I think neither a compiler flag, nor a pragma would solve the readability and auditability problem. Also disabling all checks sounds dangerous and such contracts would be hard to even audit.

However, for some cases like storage arrays, it makes sense to introduce a member, say, unsafeAt. For example, for a storage array arr, arr.unsafeAt(i) would access the index i without bound checks.

nlordell · February 11, 2021, 5:45pm

One big issue with using a global compiler flag is importing shared code (for example a library from OZ). In this case it is quite possible that the imported library relies on implicit checks, and removing them globally would cause things to break in subtle ways.

dmihal · February 17, 2021, 7:29pm

I want to add a +1 for:

pragma unchecked_arithmetic;

I’m updating some code to 0.8.0, and some files (such as Math64x64) should have arithmetic checking completely disabled.

It’s much easier to add this pragma than to add unchecked blocks to every function.

chriseth · February 18, 2021, 5:02pm

Can you link to some example code, please? Have you considered writing it completely in assembly for efficiency?

frangio · February 24, 2021, 8:10pm

Is there a way to easily get the storage slot where the array starts? I was looking at this recently and I had to run keccak256 myself to get the slot number. If using assembly is the recommendation I think it could be made easier for people who really want to do this.
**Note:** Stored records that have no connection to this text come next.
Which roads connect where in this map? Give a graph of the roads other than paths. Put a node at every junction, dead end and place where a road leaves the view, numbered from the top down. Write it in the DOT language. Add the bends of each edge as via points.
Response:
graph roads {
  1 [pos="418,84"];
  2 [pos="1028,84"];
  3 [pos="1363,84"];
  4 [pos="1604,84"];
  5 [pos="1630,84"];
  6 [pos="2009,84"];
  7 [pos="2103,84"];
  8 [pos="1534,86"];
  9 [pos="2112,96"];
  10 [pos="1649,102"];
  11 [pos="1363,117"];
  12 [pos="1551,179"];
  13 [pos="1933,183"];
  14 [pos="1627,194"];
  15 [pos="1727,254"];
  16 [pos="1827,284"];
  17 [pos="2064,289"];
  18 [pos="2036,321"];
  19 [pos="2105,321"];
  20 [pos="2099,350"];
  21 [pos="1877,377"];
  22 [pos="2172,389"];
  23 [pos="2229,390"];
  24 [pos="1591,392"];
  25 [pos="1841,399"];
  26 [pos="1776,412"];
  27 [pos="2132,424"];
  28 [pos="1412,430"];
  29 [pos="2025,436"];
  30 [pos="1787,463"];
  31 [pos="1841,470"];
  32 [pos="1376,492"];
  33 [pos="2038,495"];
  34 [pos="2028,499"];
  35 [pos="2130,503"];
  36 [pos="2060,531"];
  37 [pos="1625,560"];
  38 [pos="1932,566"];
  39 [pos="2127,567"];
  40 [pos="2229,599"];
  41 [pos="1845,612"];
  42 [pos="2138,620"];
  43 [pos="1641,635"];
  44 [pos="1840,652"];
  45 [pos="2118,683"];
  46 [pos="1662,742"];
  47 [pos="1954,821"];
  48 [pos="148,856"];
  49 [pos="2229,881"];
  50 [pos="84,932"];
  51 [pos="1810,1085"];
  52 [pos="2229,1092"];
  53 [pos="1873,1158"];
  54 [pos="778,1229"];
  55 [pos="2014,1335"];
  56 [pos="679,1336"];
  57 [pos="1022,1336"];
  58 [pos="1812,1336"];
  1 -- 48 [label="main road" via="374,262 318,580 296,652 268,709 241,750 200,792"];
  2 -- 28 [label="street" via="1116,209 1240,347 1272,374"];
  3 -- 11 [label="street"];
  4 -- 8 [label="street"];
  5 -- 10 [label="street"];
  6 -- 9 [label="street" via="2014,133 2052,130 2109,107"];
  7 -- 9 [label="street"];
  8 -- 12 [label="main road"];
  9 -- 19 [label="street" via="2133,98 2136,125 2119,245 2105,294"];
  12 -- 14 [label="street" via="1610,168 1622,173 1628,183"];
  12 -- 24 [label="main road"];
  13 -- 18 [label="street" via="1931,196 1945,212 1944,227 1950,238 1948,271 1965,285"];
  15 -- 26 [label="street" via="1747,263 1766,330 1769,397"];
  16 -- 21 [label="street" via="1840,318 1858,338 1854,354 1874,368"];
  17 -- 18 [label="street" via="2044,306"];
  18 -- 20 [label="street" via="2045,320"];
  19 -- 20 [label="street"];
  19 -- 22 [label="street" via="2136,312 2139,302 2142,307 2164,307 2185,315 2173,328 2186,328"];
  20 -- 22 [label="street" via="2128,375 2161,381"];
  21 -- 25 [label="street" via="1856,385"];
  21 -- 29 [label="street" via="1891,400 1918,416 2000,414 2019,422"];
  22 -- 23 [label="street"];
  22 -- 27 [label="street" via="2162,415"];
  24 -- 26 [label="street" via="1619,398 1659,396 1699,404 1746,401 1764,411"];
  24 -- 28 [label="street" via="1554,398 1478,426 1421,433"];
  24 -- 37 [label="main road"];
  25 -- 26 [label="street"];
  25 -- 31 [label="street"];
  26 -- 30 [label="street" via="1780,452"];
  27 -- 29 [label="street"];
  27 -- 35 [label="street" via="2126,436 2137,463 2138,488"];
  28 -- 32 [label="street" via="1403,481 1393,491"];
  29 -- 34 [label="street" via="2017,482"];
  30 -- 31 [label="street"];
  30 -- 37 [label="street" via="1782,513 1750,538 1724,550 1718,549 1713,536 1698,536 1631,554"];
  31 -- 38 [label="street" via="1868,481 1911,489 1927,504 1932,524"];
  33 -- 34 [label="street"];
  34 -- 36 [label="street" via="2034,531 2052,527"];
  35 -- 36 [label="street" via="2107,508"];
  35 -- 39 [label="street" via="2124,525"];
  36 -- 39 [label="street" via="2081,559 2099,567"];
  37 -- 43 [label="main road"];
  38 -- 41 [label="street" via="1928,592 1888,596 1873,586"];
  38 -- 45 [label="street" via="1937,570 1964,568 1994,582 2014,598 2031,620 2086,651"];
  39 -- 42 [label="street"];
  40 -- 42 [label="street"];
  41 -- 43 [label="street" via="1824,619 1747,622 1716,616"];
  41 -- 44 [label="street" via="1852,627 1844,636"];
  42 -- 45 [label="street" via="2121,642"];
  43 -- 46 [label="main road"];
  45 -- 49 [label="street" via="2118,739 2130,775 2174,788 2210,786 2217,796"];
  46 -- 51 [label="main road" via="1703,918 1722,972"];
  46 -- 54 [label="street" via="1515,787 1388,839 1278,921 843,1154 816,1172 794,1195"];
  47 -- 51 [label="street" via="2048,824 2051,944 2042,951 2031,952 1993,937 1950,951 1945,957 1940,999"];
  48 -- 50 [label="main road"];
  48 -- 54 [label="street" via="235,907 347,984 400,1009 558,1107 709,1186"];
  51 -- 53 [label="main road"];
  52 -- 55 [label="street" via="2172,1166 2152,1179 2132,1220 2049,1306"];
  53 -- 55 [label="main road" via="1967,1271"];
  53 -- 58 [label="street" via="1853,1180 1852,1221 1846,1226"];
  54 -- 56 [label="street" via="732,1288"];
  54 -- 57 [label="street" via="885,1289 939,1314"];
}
hrkrshnn · February 25, 2021, 9:10am

Currently, you would need to find it by doing a keccak256 on arr.slot.
This is how solidity does it:

function array_dataslot_t_array$_t_uint256_$dyn_storage(ptr) -> data {
    data := ptr
    mstore(0, ptr)
    data := keccak256(0, 0x20)
}

Do you have a proposal to make this easier?

frangio · February 25, 2021, 3:43pm

I was thinking it could be available as something like array.data_slot.

In some cases this slot is even statically known, when array is a state variable. I’m not sure if the optimizer would catch that from assembly like the one you shared.